An Avuncularly Gay Convo About The Camp Classic, “Valley of the Dolls” With Jeffrey Robert

December 29, 2017• byMichael Strangeways
Jeffrey "The Gay Uncle" Robert's new solo show takes us on a journey to the "Valley of the Dolls" the best selling novel/film by Jacqueline Susann.

Jeffrey “The Gay Uncle” Robert’s new solo show takes us on a journey to the “Valley of the Dolls” the best selling novel/film by Jacqueline Susann.

Us elderqueers just LOVE gabbin’ about old timey stuff that the younguns could care less about but that ain’t gonna stop us from discussing some of our FAVORITE fun pop culture/arty farty/faggy waggy obsessions like the deliciously over the top life of novelist Jacqueline Susann and her biggest hit, the mega selling VALLEY OF THE DOLLS which introduced to the world her obsessions with disguising real life show biz gossip as “fiction” and giving us such terrific characters as the Broadway Diva “Helen Lawson” (based on Ethel Merman) and super talented singer/mega star/pill popper “Neely O’Hara”(based on Judy Garland).

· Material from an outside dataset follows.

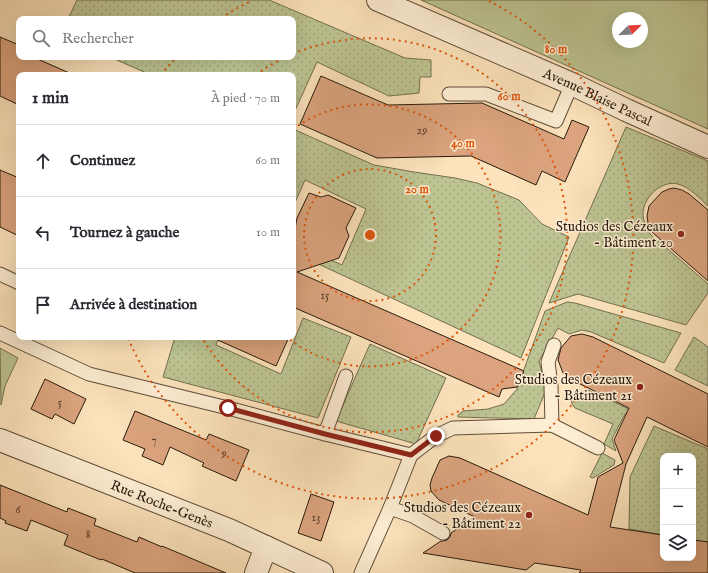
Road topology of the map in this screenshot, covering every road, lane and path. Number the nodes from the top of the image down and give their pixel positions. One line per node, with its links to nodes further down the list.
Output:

The very popular book was of course adapted into a ridiculously campy film that became famous as a very entertaining “bad movie to love” which is still enjoyed by millions of fervid fans to this day…most of whom are gay men over the age of 45.
Naturally, one of Seattle’s beloved chroniclers of gay pop culture, comedian/artist/writer JEFFREY ROBERT got the bright idea to follow up his successful “Gay Uncle Explains It All” solo theater piece where he explored dozens of iconic artists and their work from the last 55 years, with something a bit more specific: a show focused on one of his favorite obsessions, Jackie Susann and her great work, VALLEY OF THE DOLLS. The show debuts this final weekend of 2017 at the Rendezvous before heading off to the Tuscon Fringe Festival January 12 to 14, 2018 and hopefully all over the globe after that.
Being equally almost as elderly and j’adoring of VOTD, Mr. Robert and I sat down for a looooooong convo about all things Jackie Susann and Valley of the Dolls. Enjoy!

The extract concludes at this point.